List each line of the data in which the string "dead" appears.

**Stored data:**

-----

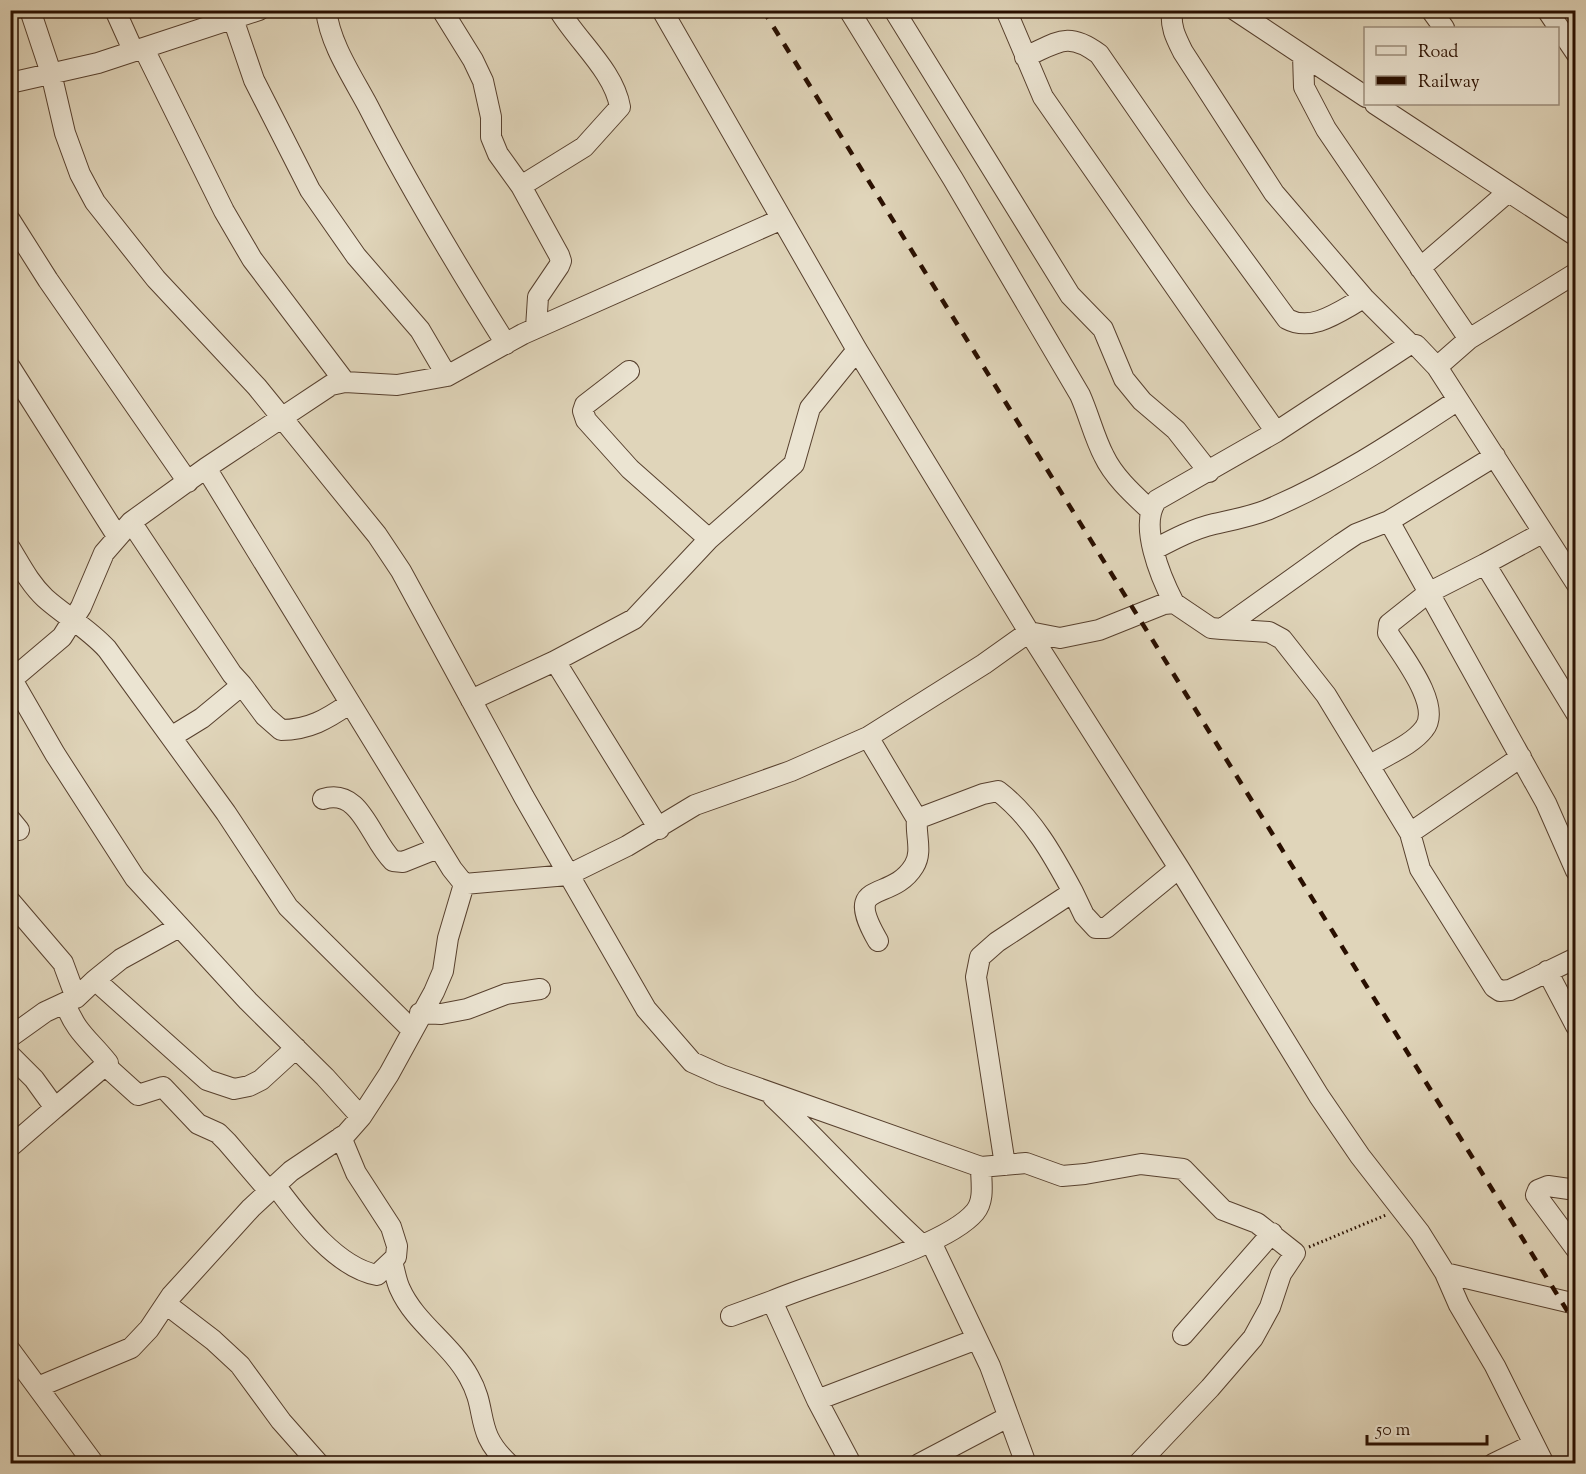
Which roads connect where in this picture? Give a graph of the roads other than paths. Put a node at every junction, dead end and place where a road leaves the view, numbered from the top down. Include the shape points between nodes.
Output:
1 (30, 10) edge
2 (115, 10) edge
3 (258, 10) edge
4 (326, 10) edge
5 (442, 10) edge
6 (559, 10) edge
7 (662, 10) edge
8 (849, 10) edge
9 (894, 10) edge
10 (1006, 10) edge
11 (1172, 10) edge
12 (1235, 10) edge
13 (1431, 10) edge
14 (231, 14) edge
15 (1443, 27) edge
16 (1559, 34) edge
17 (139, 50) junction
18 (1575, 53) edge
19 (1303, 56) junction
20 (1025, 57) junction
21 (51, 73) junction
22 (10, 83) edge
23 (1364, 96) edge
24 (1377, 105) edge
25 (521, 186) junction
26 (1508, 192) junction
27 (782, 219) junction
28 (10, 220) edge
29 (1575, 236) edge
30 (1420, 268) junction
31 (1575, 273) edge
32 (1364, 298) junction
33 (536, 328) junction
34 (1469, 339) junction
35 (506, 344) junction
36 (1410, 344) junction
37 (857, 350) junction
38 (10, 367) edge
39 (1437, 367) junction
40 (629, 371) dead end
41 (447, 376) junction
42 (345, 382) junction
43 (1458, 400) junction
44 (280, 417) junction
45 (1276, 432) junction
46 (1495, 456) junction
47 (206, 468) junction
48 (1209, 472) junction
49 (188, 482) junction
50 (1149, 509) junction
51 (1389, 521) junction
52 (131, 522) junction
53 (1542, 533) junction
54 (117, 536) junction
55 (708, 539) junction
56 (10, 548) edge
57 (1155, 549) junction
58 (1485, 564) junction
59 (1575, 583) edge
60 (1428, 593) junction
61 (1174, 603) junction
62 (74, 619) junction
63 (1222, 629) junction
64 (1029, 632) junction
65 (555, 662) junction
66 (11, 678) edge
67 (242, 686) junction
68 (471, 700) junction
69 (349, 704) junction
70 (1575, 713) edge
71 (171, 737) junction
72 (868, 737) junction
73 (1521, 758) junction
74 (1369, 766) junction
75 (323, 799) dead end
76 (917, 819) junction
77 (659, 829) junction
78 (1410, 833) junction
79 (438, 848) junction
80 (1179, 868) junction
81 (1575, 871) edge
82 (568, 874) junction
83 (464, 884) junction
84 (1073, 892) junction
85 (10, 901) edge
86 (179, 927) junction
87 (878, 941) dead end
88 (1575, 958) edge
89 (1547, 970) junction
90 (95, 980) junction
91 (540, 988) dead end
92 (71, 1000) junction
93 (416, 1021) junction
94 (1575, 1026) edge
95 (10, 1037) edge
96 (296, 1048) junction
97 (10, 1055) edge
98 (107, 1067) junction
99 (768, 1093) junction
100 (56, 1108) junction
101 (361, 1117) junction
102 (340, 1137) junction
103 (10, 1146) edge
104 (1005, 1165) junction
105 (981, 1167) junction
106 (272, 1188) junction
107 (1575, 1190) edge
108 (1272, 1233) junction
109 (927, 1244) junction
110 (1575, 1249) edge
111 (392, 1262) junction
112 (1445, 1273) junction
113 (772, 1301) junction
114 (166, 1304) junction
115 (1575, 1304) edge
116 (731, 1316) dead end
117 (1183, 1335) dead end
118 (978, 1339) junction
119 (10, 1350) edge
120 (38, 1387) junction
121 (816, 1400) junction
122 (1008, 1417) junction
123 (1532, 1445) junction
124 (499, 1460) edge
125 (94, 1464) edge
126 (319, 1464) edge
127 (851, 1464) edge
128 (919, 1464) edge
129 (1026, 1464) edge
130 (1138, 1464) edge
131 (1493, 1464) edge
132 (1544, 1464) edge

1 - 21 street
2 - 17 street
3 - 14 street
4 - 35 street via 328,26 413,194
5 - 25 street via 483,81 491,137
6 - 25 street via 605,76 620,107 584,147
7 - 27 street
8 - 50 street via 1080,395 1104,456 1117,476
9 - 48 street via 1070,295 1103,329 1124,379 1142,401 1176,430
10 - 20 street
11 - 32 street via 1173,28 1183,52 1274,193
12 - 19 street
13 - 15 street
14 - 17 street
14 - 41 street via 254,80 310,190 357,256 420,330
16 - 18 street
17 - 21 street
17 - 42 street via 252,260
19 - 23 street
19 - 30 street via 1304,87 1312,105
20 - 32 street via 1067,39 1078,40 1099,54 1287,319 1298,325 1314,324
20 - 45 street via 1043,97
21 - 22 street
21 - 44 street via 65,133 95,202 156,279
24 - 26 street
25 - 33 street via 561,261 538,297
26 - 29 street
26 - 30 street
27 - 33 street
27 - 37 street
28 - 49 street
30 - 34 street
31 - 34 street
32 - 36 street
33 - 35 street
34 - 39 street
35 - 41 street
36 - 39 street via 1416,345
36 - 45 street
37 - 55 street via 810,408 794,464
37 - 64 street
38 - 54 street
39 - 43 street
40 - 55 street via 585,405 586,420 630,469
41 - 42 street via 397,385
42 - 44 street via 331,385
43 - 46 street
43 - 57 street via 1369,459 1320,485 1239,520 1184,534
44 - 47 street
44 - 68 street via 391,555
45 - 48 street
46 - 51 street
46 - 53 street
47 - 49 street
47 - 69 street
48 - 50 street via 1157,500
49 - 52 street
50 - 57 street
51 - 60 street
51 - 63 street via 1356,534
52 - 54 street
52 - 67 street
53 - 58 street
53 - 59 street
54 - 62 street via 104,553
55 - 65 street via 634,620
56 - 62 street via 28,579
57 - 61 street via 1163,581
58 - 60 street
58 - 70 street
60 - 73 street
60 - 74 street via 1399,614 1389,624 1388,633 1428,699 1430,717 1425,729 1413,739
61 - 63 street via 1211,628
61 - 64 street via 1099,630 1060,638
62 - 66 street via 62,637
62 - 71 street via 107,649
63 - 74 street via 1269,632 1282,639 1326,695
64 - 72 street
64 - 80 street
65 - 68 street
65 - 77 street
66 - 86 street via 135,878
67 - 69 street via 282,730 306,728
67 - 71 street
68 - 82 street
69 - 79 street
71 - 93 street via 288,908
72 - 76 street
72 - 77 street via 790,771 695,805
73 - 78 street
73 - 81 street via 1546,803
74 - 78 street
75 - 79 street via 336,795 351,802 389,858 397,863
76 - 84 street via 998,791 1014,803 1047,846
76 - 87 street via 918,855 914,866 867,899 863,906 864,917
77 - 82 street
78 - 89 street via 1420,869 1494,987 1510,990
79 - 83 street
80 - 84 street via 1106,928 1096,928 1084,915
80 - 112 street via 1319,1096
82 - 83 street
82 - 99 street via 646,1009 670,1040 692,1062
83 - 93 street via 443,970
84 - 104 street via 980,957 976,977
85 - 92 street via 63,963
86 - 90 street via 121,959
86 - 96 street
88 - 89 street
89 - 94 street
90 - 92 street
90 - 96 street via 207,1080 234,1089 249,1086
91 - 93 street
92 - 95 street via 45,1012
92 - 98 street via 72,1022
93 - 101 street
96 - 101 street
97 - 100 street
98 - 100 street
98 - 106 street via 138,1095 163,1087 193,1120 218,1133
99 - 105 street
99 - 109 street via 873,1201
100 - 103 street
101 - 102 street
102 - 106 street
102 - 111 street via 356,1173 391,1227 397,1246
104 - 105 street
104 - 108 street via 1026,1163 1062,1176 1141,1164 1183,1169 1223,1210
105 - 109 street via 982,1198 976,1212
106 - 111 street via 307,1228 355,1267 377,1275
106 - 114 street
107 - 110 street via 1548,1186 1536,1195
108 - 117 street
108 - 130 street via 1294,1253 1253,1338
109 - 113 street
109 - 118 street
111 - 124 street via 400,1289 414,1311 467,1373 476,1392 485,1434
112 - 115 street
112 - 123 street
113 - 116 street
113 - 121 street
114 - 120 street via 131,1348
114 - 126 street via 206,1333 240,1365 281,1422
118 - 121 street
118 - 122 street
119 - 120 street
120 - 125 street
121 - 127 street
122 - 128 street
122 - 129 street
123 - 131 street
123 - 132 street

-----

**ANSWER TO THIS PROBLEM:**
Which roads connect where in this picture? Give a graph of the roads other than paths. Put a node at every junction, dead end and place where a road leaves the view, numbered from the top down. Include the shape points between nodes.
40 (629, 371) dead end
75 (323, 799) dead end
87 (878, 941) dead end
91 (540, 988) dead end
116 (731, 1316) dead end
117 (1183, 1335) dead end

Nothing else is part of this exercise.